Antofagasta, uno de los principales mineros de cobre del mundo y la mayor empresa privada de este tipo en Chile, ha anunciado un ambicioso plan de inversión de $3.5 mil millones para 2025. Esta suma representa una de las mayores inversiones en la historia de la compañía, con el objetivo de expandir sus operaciones tanto en Chile como en Perú. Según declaró el director ejecutivo Iván Arriagada al diario chileno Diario Financiero, la empresa está activamente buscando proyectos de cobre en Perú que puedan garantizar una producción mínima de 50,000 toneladas anuales por al menos una década.
La minera, controlada mayoritariamente por la acaudalada familia Luksic, proyecta inversiones locales de más de $7.5 mil millones en los próximos cinco años. En 2023, las inversiones totales ascendieron a $2.13 mil millones, y para 2024 la cifra se espera que sea de $2.7 mil millones. El principal proyecto de Antofagasta en Chile es la ampliación de la mina Centinela, con una inversión estimada de $4.4 mil millones. Esta expansión permitirá añadir 144,000 toneladas de cobre equivalente al año a la producción global de la compañía. Además, la iniciativa incluye una ampliación de la planta de molibdeno existente y el desarrollo del pozo Esperanza Sur, que integrará camiones autónomos, una muestra del compromiso de la empresa con la innovación tecnológica en minería.
Entre las iniciativas recientes de Antofagasta, destaca la inauguración de una planta desalinizadora de $2 mil millones para la mina Los Pelambres, uno de los activos más valiosos de la compañía. Esta planta es pionera en la región, siendo la primera en utilizar agua desalinizada en una zona que ha sufrido una sequía persistente durante 15 años. Esto refuerza el enfoque de la compañía en la sostenibilidad y en la reducción de su impacto en las fuentes de agua locales, un tema clave en la minería moderna.

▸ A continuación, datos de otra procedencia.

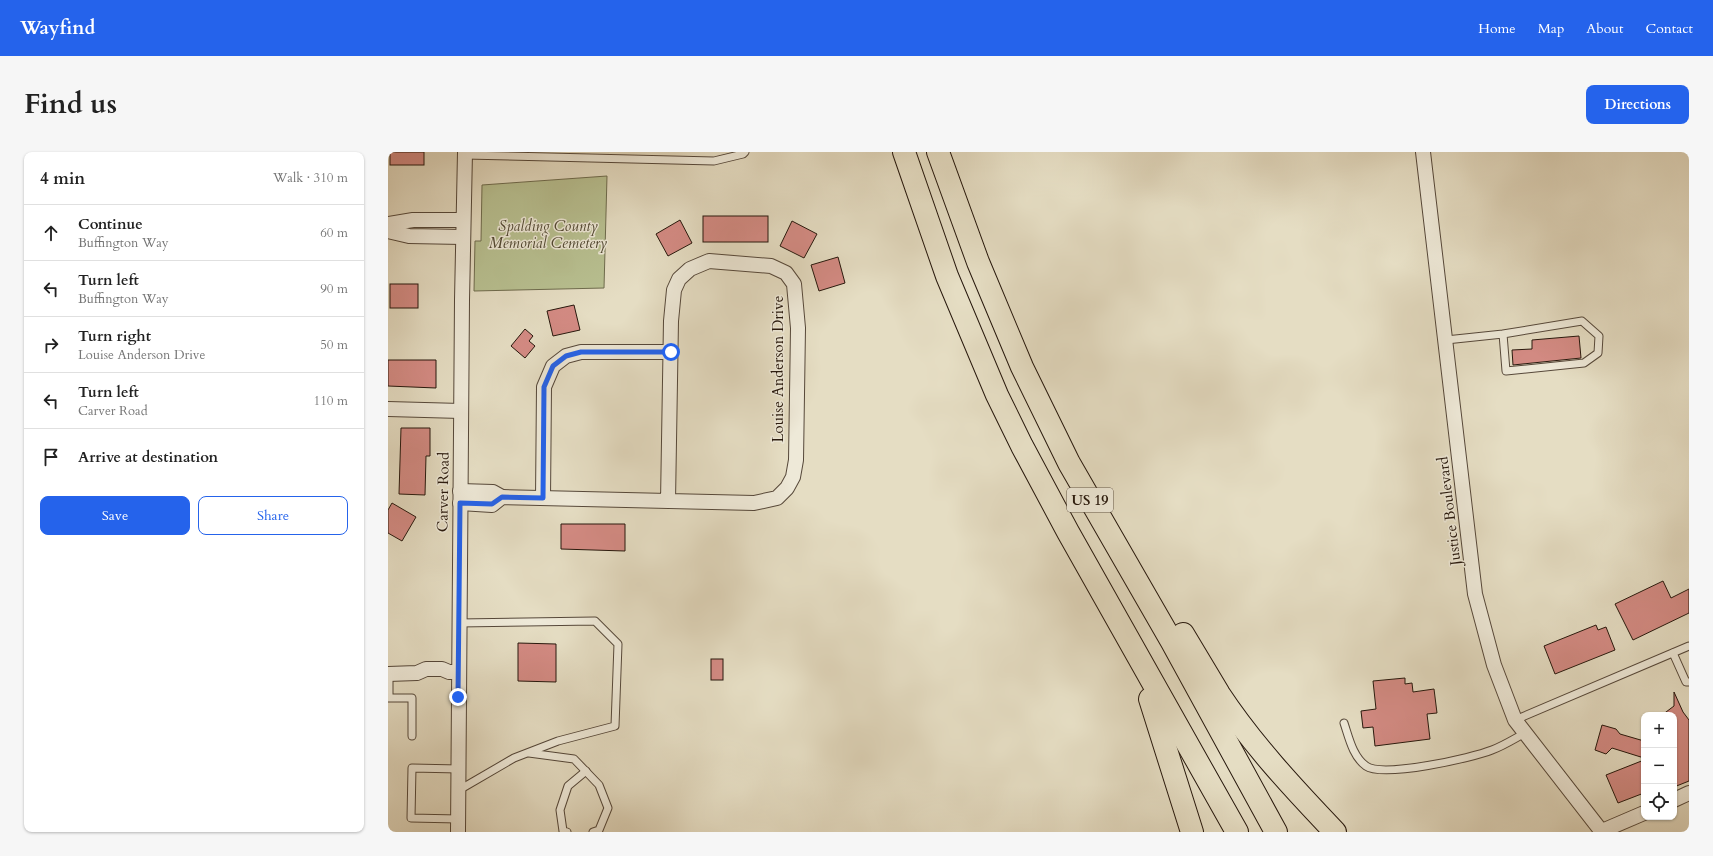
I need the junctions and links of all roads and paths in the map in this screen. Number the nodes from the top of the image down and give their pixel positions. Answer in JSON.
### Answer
{"nodes":[{"id":1,"x":745,"y":152,"type":"edge"},
{"id":2,"x":904,"y":152,"type":"edge"},
{"id":3,"x":938,"y":152,"type":"edge"},
{"id":4,"x":1424,"y":152,"type":"edge"},
{"id":5,"x":465,"y":154,"type":"edge"},
{"id":6,"x":532,"y":155,"type":"edge"},
{"id":7,"x":608,"y":156,"type":"edge"},
{"id":8,"x":463,"y":220,"type":"junction"},
{"id":9,"x":388,"y":224,"type":"edge"},
{"id":10,"x":388,"y":231,"type":"edge"},
{"id":11,"x":463,"y":237,"type":"junction"},
{"id":12,"x":1503,"y":334,"type":"junction"},
{"id":13,"x":1446,"y":340,"type":"junction"},
{"id":14,"x":671,"y":352,"type":"junction"},
{"id":15,"x":388,"y":409,"type":"edge"},
{"id":16,"x":461,"y":411,"type":"junction"},
{"id":17,"x":1069,"y":463,"type":"junction"},
{"id":18,"x":460,"y":497,"type":"junction"},
{"id":19,"x":543,"y":498,"type":"junction"},
{"id":20,"x":668,"y":501,"type":"junction"},
{"id":21,"x":459,"y":623,"type":"junction"},
{"id":22,"x":1689,"y":646,"type":"edge"},
{"id":23,"x":1133,"y":648,"type":"junction"},
{"id":24,"x":1673,"y":652,"type":"junction"},
{"id":25,"x":454,"y":672,"type":"junction"},
{"id":26,"x":389,"y":674,"type":"edge"},
{"id":27,"x":1689,"y":682,"type":"edge"},
{"id":28,"x":389,"y":698,"type":"edge"},
{"id":29,"x":1516,"y":720,"type":"junction"},
{"id":30,"x":1344,"y":723,"type":"dead end"},
{"id":31,"x":1524,"y":733,"type":"junction"},
{"id":32,"x":412,"y":736,"type":"dead end"},
{"id":33,"x":527,"y":753,"type":"junction"},
{"id":34,"x":458,"y":769,"type":"junction"},
{"id":35,"x":586,"y":771,"type":"junction"},
{"id":36,"x":458,"y":790,"type":"junction"},
{"id":37,"x":1689,"y":793,"type":"edge"},
{"id":38,"x":1677,"y":799,"type":"edge"},
{"id":39,"x":1641,"y":814,"type":"edge"},
{"id":40,"x":458,"y":825,"type":"edge"},
{"id":41,"x":567,"y":832,"type":"edge"},
{"id":42,"x":593,"y":832,"type":"edge"},
{"id":43,"x":1192,"y":832,"type":"edge"},
{"id":44,"x":1237,"y":832,"type":"edge"},
{"id":45,"x":1276,"y":832,"type":"edge"},
{"id":46,"x":1335,"y":832,"type":"edge"},
{"id":47,"x":1602,"y":832,"type":"edge"}],
"edges":[{"from":1,"to":7,"type":"lane"},
{"from":2,"to":23,"type":"highway","number":"US 19"},
{"from":3,"to":17,"type":"highway","number":"US 19"},
{"from":4,"to":13,"type":"street","name":"Justice Boulevard"},
{"from":5,"to":6,"type":"lane"},
{"from":5,"to":8,"type":"street","name":"Carver Road"},
{"from":6,"to":7,"type":"lane"},
{"from":8,"to":9,"type":"street"},
{"from":8,"to":11,"type":"street","name":"Carver Road"},
{"from":10,"to":11,"type":"street"},
{"from":11,"to":16,"type":"street","name":"Carver Road"},
{"from":12,"to":12,"type":"lane"},
{"from":12,"to":13,"type":"lane"},
{"from":13,"to":29,"type":"street","name":"Justice Boulevard"},
{"from":14,"to":19,"type":"street"},
{"from":14,"to":20,"type":"street","name":"Louise Anderson Drive"},
{"from":14,"to":20,"type":"street","name":"Louise Anderson Drive"},
{"from":15,"to":16,"type":"street"},
{"from":16,"to":18,"type":"street","name":"Carver Road"},
{"from":17,"to":45,"type":"highway","number":"US 19"},
{"from":17,"to":46,"type":"highway"},
{"from":18,"to":19,"type":"street","name":"Louise Anderson Drive"},
{"from":18,"to":21,"type":"street","name":"Carver Road"},
{"from":19,"to":20,"type":"street","name":"Louise Anderson Drive"},
{"from":21,"to":25,"type":"street","name":"Carver Road"},
{"from":21,"to":33,"type":"lane"},
{"from":22,"to":24,"type":"lane"},
{"from":23,"to":43,"type":"highway"},
{"from":23,"to":44,"type":"highway","number":"US 19"},
{"from":24,"to":27,"type":"lane"},
{"from":24,"to":29,"type":"lane"},
{"from":25,"to":26,"type":"street"},
{"from":25,"to":34,"type":"street","name":"Carver Road"},
{"from":26,"to":28,"type":"lane"},
{"from":28,"to":32,"type":"lane"},
{"from":29,"to":31,"type":"street","name":"Justice Boulevard"},
{"from":30,"to":31,"type":"lane"},
{"from":31,"to":47,"type":"street","name":"Justice Boulevard"},
{"from":33,"to":35,"type":"lane"},
{"from":33,"to":36,"type":"lane"},
{"from":34,"to":36,"type":"street","name":"Carver Road"},
{"from":34,"to":40,"type":"lane"},
{"from":35,"to":41,"type":"lane"},
{"from":35,"to":42,"type":"lane"},
{"from":36,"to":40,"type":"street","name":"Carver Road"},
{"from":37,"to":38,"type":"street"},
{"from":39,"to":47,"type":"street"}]}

Otro de los proyectos más relevantes de la compañía es la extensión de la mina de cobre Zaldívar, para la cual Antofagasta espera obtener los permisos necesarios en breve. La inversión en esta ampliación asciende a $1.2 mil millones y permitirá que la mina continúe operando hasta 2051, lo que subraya el compromiso a largo plazo de la empresa con sus operaciones en Chile.
A nivel internacional, Antofagasta tiene presencia no solo en Perú, sino también en Estados Unidos y Canadá. En estos mercados, la minera planea destinar entre $40 y $50 millones anuales para el mantenimiento de sus activos. Además, en 2023, adquirió una participación del 19% en la minera peruana Minera Buenaventura, un movimiento estratégico que apunta a consolidar su presencia en el mercado del cobre en la región.
A pesar de sus éxitos recientes, la empresa ha enfrentado desafíos en su operación en Estados Unidos. A través de su filial Twin Metals, Antofagasta lleva más de una década tratando de desarrollar una mina de cobre y níquel en Minnesota. Sin embargo, el proyecto sufrió un revés significativo cuando la administración de Biden canceló dos concesiones mineras clave y estableció una moratoria de 20 años en la zona. Aunque algunos analistas han sugerido que el futuro del proyecto podría mejorar si Donald Trump es reelegido, Arriagada ha dejado claro que la compañía no depende de la administración en turno para defender su derecho a desarrollar la mina. “Nuestro proyecto en Estados Unidos está en proceso de defensa en los tribunales y no depende de quién esté en el poder”, subrayó Arriagada en su entrevista con Diario Financiero.
El ejecutivo destacó que Antofagasta seguirá luchando por sus derechos mineros en Estados Unidos y que la empresa está dispuesta a trabajar con cualquier gobierno. Arriagada también recalcó el valor estratégico del proyecto Twin Metals en el contexto actual, donde la seguridad nacional y el cambio energético son prioridades. “Creemos que Twin Metals es un proyecto valioso porque permitiría la producción local de cobre y otros metales clave en Estados Unidos, algo que tiene una gran relevancia en el contexto actual de los desafíos globales en seguridad y cambio climático”, explicó. La empresa seguirá promoviendo el proyecto en los tribunales estadounidenses y no descarta la posibilidad de presentar una solicitud modificada para su revisión.
Con esta serie de iniciativas, Antofagasta tiene como objetivo consolidarse entre los diez mayores productores de cobre del mundo. El cobre, un metal fundamental para la fabricación de baterías de vehículos eléctricos y en la construcción, juega un rol crucial en la transición energética global. El compromiso de Antofagasta con el desarrollo de proyectos sostenibles y la innovación tecnológica refuerza su posición como líder en la industria minera mundial.